The result should be a full, exact repeat of the entries, free of pictures.

■ ■ ■ ■ ■

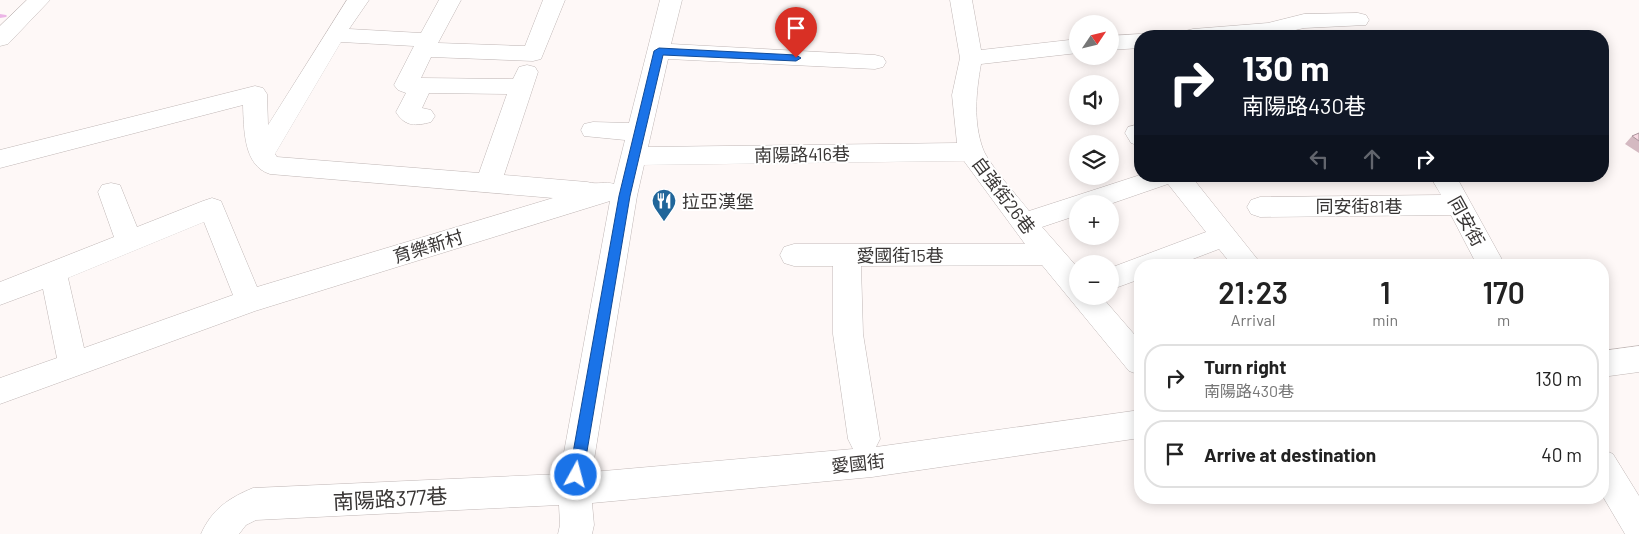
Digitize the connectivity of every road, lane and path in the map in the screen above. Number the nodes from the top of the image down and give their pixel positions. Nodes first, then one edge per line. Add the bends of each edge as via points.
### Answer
1 (39, 0) edge
2 (358, 0) edge
3 (450, 0) edge
4 (554, 0) edge
5 (671, 0) edge
6 (961, 0) edge
7 (1346, 0) edge
8 (1362, 28) edge
9 (1268, 30) edge
10 (334, 35) junction
11 (0, 39) edge
12 (1134, 41) edge
13 (1119, 42) edge
14 (426, 45) junction
15 (1069, 47) edge
16 (659, 51) junction
17 (533, 54) junction
18 (971, 58) junction
19 (875, 62) dead end
20 (421, 86) junction
21 (522, 87) junction
22 (423, 116) dead end
23 (593, 130) dead end
24 (636, 144) junction
25 (971, 152) junction
26 (262, 155) junction
27 (0, 159) edge
28 (1146, 182) edge
29 (1181, 182) edge
30 (1445, 182) edge
31 (488, 184) junction
32 (110, 192) dead end
33 (616, 194) junction
34 (1108, 195) edge
35 (1458, 205) junction
36 (1260, 207) dead end
37 (1069, 208) edge
38 (1023, 223) junction
39 (1224, 236) junction
40 (129, 242) junction
41 (1048, 254) junction
42 (794, 255) dead end
43 (847, 255) junction
44 (1164, 259) edge
45 (1243, 259) edge
46 (1488, 259) edge
47 (1134, 270) edge
48 (53, 272) junction
49 (1119, 276) edge
50 (1069, 278) edge
51 (0, 294) edge
52 (249, 301) junction
53 (1092, 305) edge
54 (1134, 355) edge
55 (1639, 359) edge
56 (1609, 363) edge
57 (73, 365) junction
58 (0, 392) edge
59 (1134, 425) edge
60 (864, 439) dead end
61 (1609, 476) edge
62 (574, 489) junction
63 (1639, 527) edge
64 (218, 534) edge
65 (575, 534) edge

1 - 11 street
2 - 10 street
3 - 14 street
4 - 17 street
5 - 16 street
6 - 18 street, 自強街26巷
7 - 8 street
8 - 9 street via 1304,21
10 - 14 street
10 - 26 street
12 - 13 street
14 - 17 street
14 - 20 street via 406,85
15 - 18 street
16 - 19 street
16 - 24 street
17 - 21 street
18 - 25 street, 自強街26巷 via 964,94
20 - 21 street
20 - 22 street via 408,112 413,117
21 - 31 street
23 - 24 street, 南陽路416巷
24 - 25 street, 南陽路416巷
24 - 33 street
25 - 38 street, 自強街26巷
26 - 27 street via 256,132 255,94
26 - 31 street via 270,165 289,168
28 - 34 street
29 - 39 street
30 - 35 street, 同安街
31 - 33 street
32 - 40 street
33 - 52 street, 育樂新村 via 570,202
33 - 62 street
35 - 36 street, 同安街81巷
35 - 46 street, 同安街
37 - 38 street
38 - 41 street, 自強街26巷
39 - 44 street
39 - 45 street
40 - 48 street
40 - 52 street via 212,208
41 - 43 street, 愛國街15巷
41 - 50 street, 自強街26巷
42 - 43 street
43 - 60 street, 愛國街15巷 via 848,334
47 - 49 street
48 - 51 street
48 - 57 street
52 - 57 street, 育樂新村
53 - 54 street
55 - 56 street
57 - 58 street, 育樂新村
59 - 62 street, 愛國街 via 872,462
61 - 63 street
62 - 64 street, 南陽路377巷 via 253,504 234,514
62 - 65 street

■ ■ ■ ■ ■

### RESPONSE TO THE TASK
Digitize the connectivity of every road, lane and path in the map in the screen above. Number the nodes from the top of the image down and give their pixel positions. Nodes first, then one edge per line. Add the bends of each edge as via points.
### Answer
1 (39, 0) edge
2 (358, 0) edge
3 (450, 0) edge
4 (554, 0) edge
5 (671, 0) edge
6 (961, 0) edge
7 (1346, 0) edge
8 (1362, 28) edge
9 (1268, 30) edge
10 (334, 35) junction
11 (0, 39) edge
12 (1134, 41) edge
13 (1119, 42) edge
14 (426, 45) junction
15 (1069, 47) edge
16 (659, 51) junction
17 (533, 54) junction
18 (971, 58) junction
19 (875, 62) dead end
20 (421, 86) junction
21 (522, 87) junction
22 (423, 116) dead end
23 (593, 130) dead end
24 (636, 144) junction
25 (971, 152) junction
26 (262, 155) junction
27 (0, 159) edge
28 (1146, 182) edge
29 (1181, 182) edge
30 (1445, 182) edge
31 (488, 184) junction
32 (110, 192) dead end
33 (616, 194) junction
34 (1108, 195) edge
35 (1458, 205) junction
36 (1260, 207) dead end
37 (1069, 208) edge
38 (1023, 223) junction
39 (1224, 236) junction
40 (129, 242) junction
41 (1048, 254) junction
42 (794, 255) dead end
43 (847, 255) junction
44 (1164, 259) edge
45 (1243, 259) edge
46 (1488, 259) edge
47 (1134, 270) edge
48 (53, 272) junction
49 (1119, 276) edge
50 (1069, 278) edge
51 (0, 294) edge
52 (249, 301) junction
53 (1092, 305) edge
54 (1134, 355) edge
55 (1639, 359) edge
56 (1609, 363) edge
57 (73, 365) junction
58 (0, 392) edge
59 (1134, 425) edge
60 (864, 439) dead end
61 (1609, 476) edge
62 (574, 489) junction
63 (1639, 527) edge
64 (218, 534) edge
65 (575, 534) edge

1 - 11 street
2 - 10 street
3 - 14 street
4 - 17 street
5 - 16 street
6 - 18 street, 自強街26巷
7 - 8 street
8 - 9 street via 1304,21
10 - 14 street
10 - 26 street
12 - 13 street
14 - 17 street
14 - 20 street via 406,85
15 - 18 street
16 - 19 street
16 - 24 street
17 - 21 street
18 - 25 street, 自強街26巷 via 964,94
20 - 21 street
20 - 22 street via 408,112 413,117
21 - 31 street
23 - 24 street, 南陽路416巷
24 - 25 street, 南陽路416巷
24 - 33 street
25 - 38 street, 自強街26巷
26 - 27 street via 256,132 255,94
26 - 31 street via 270,165 289,168
28 - 34 street
29 - 39 street
30 - 35 street, 同安街
31 - 33 street
32 - 40 street
33 - 52 street, 育樂新村 via 570,202
33 - 62 street
35 - 36 street, 同安街81巷
35 - 46 street, 同安街
37 - 38 street
38 - 41 street, 自強街26巷
39 - 44 street
39 - 45 street
40 - 48 street
40 - 52 street via 212,208
41 - 43 street, 愛國街15巷
41 - 50 street, 自強街26巷
42 - 43 street
43 - 60 street, 愛國街15巷 via 848,334
47 - 49 street
48 - 51 street
48 - 57 street
52 - 57 street, 育樂新村
53 - 54 street
55 - 56 street
57 - 58 street, 育樂新村
59 - 62 street, 愛國街 via 872,462
61 - 63 street
62 - 64 street, 南陽路377巷 via 253,504 234,514
62 - 65 street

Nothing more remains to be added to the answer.